***** WORKING DATA *****
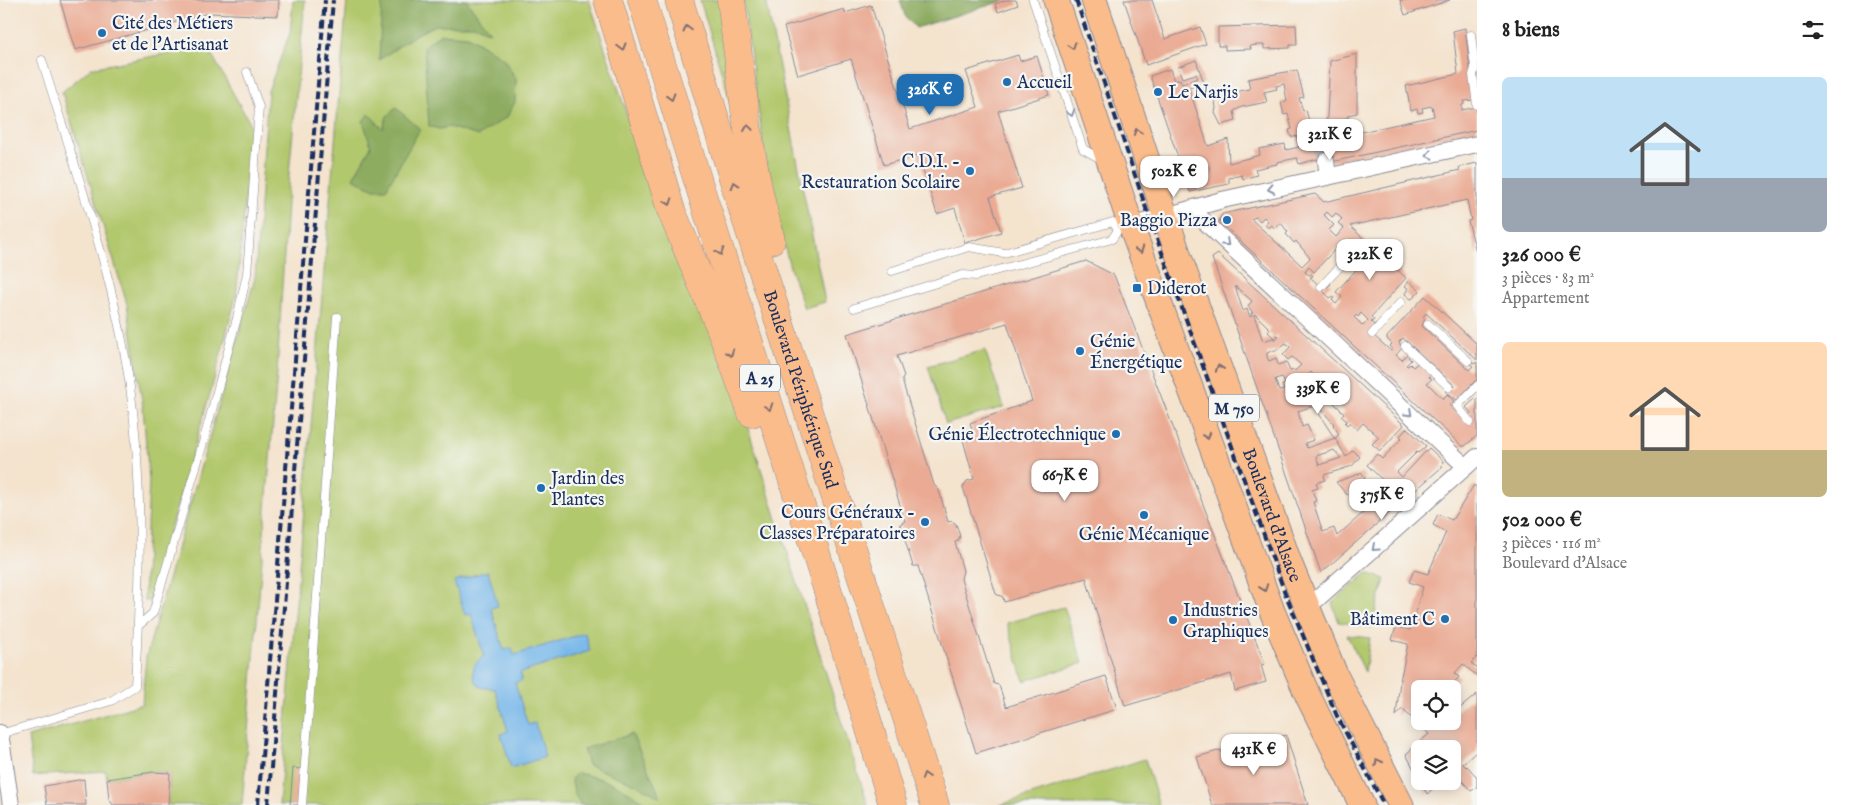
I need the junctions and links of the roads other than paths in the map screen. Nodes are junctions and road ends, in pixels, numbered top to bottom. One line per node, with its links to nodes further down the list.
1 (608, 0): 35 (highway, one-way to 35)
2 (642, 0): 35 (highway, Boulevard Périphérique Sud / A 25, one-way to 35)
3 (679, 0): 34 (highway, Boulevard Périphérique Sud / A 25, one-way to 3)
4 (732, 0): 34 (highway, one-way to 4)
5 (1033, 0): 13 (lane, one-way to 13)
6 (1056, 0): 13 (main road, Boulevard d'Alsace / M 750, one-way to 13)
7 (1094, 0): 15 (main road, Boulevard d'Alsace / M 750, one-way to 7)
8 (1471, 35): 11 (lane)
9 (42, 60): 32 (lane)
10 (248, 72): 32 (lane)
11 (1477, 105)
12 (1477, 144): 14 (street, one-way to 14)
13 (1111, 165): 16 (main road, Boulevard d'Alsace / M 750)
14 (1191, 209): 15 (street); 30 (street, one-way to 30)
15 (1166, 216): 16 (street); 31 (main road, Boulevard d'Alsace / M 750, one-way to 15)
16 (1125, 228): 18 (lane); 21 (lane); 40 (main road, Boulevard d'Alsace / M 750, one-way to 40)
17 (1347, 259): 19 (lane)
18 (892, 271)
19 (1321, 286)
20 (1401, 302): 24 (lane)
21 (854, 308)
22 (337, 316): 37 (lane)
23 (1428, 324): 26 (lane)
24 (1372, 334)
25 (1405, 346): 28 (lane)
26 (1468, 361)
27 (1477, 386): 29 (lane)
28 (1450, 387)
29 (1470, 422)
30 (1472, 462): 31 (street, one-way to 31)
31 (1307, 608): 41 (main road, Boulevard d'Alsace / M 750, one-way to 31)
32 (138, 626): 33 (lane)
33 (0, 734): 36 (street)
34 (916, 748): 39 (highway, Boulevard Périphérique Sud / A 25, one-way to 34)
35 (878, 757): 38 (highway, Boulevard Périphérique Sud / A 25)
36 (10, 805)
37 (302, 805)
38 (893, 805)
39 (935, 805)
40 (1362, 805)
41 (1401, 805)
*****
**TASK DIRECTIONS:** Only lines containing the word "Périphérique" should appear in the answer, and every such line from the records above must be there.

**COMPLETED TASK:**
2 (642, 0): 35 (highway, Boulevard Périphérique Sud / A 25, one-way to 35)
3 (679, 0): 34 (highway, Boulevard Périphérique Sud / A 25, one-way to 3)
34 (916, 748): 39 (highway, Boulevard Périphérique Sud / A 25, one-way to 34)
35 (878, 757): 38 (highway, Boulevard Périphérique Sud / A 25)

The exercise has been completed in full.